Itu sebabnya, sebelum berkarya bagi klien mereka, komposer akan menggali terlebih dulu, “Lagu ini untuk pemakaian seperti apa, akan dipakai internal atau untuk publik seperti konsumen. Karena akan berbeda pendekatannya,” ujar komposer Addie MS, Senin (16/3) yang jelang pemberlakuan pembatasan fisik, masih bersedia membagi waktu, berbincang dalam lounge yang lengang pada sebuah hotel di bilangan Senayan, Jakarta Selatan. Begitu dirinya mengetahui lagu tersebut akan diperdengarkan di ruang publik, guna membangun suasana nyaman, berikut perasaan diri yang positif bagi pendengarnya, ia dapat menetapkan gubahannya nanti adalah sebuah theme song, bukan mars, bukan pula himne, apalagi jingle.

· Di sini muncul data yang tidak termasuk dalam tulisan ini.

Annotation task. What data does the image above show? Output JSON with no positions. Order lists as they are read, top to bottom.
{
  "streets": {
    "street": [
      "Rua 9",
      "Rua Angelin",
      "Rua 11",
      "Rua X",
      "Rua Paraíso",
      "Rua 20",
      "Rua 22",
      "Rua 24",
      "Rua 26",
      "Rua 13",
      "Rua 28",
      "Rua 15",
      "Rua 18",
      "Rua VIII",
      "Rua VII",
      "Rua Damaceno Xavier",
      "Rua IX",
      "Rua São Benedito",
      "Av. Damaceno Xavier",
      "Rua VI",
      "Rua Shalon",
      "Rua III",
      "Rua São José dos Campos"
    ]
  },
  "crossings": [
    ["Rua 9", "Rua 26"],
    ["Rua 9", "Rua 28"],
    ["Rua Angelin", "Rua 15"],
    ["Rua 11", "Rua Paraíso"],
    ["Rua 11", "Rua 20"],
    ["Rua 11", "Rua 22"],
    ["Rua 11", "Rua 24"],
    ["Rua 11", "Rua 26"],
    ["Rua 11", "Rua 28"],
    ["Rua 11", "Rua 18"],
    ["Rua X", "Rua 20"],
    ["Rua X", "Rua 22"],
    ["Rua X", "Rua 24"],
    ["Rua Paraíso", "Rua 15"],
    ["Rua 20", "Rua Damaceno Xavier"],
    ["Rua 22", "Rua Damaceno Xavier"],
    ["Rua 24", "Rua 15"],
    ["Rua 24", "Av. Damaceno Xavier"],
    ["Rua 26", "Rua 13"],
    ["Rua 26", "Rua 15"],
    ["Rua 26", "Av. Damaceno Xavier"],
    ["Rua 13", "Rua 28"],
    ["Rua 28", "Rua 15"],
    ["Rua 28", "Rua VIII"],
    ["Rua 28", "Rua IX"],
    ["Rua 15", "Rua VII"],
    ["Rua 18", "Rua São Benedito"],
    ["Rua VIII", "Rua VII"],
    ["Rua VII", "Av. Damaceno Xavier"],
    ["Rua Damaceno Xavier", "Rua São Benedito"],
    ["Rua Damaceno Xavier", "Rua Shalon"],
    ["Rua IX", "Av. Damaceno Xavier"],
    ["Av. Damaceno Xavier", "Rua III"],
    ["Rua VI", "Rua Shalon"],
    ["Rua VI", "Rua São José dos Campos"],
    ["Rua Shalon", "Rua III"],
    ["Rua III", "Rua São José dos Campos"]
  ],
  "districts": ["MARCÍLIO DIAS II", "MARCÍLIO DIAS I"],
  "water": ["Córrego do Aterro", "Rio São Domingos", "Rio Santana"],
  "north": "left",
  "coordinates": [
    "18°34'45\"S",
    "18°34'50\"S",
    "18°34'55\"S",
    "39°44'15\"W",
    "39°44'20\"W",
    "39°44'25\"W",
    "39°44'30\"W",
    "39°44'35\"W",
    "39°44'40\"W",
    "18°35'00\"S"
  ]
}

Ini bermakna, para pembaca yang sebelumnya sempat menelaah artikel bertajuk Membedakan Himne, Mars atau Jingle, mendapatkan referensi tambahan bahwasanya tak hanya himne, mars, maupun jingle, tapi masih ada yang disebut dengan theme song.

 

“jika klien sampai memilih karya yang menurutku kurang bagus, malunya akan sepanjang hidup”

 

“Jadi gak bisa yang terlalu gembira, tidak nge-beat banget, tapi juga gak bisa soft banget. Dari sisi tempo dibiarkan mengalir, bukan tersendat seperti balada yang berperasaan, tapi juga bukan nge-rock, bukan pula yang nge-beat seperti jazz fusion, bukan. Tapi yang memberikan efek relaxing, smoothing. Di dalamnya liriknya tersugestikan bahwa, Anda, pendengarnya, aman di tangan kami, karena kami peduli pada Anda,” demikian Addie menggambarkan. Tidak begini, bukan juga begitu, membuat awam kesulitan menebak seperti apa komposisi itu nantinya. Namun penggambaran ini berasal dari sosok yang telah menghabiskan lebih dari 40 tahun karirnya menggubah berbagai jenis lagu dan komposisi, bagi beraneka pihak.

Dalam proses kreatif, komposer menurutnya mesti wawas diri. “Salah satu tantangan yang cukup sulit adalah bagaimana menghilangkan ego. Berbeda jika kita membuat lagu untuk diri sendiri, di mana kita menunjukkan identitas diri di sana, untuk klien seperti institusi, aku berusaha agar lagu yang kubuat tidak menampilkan identitas diriku. Karena lagu ini milik institusi tadi.”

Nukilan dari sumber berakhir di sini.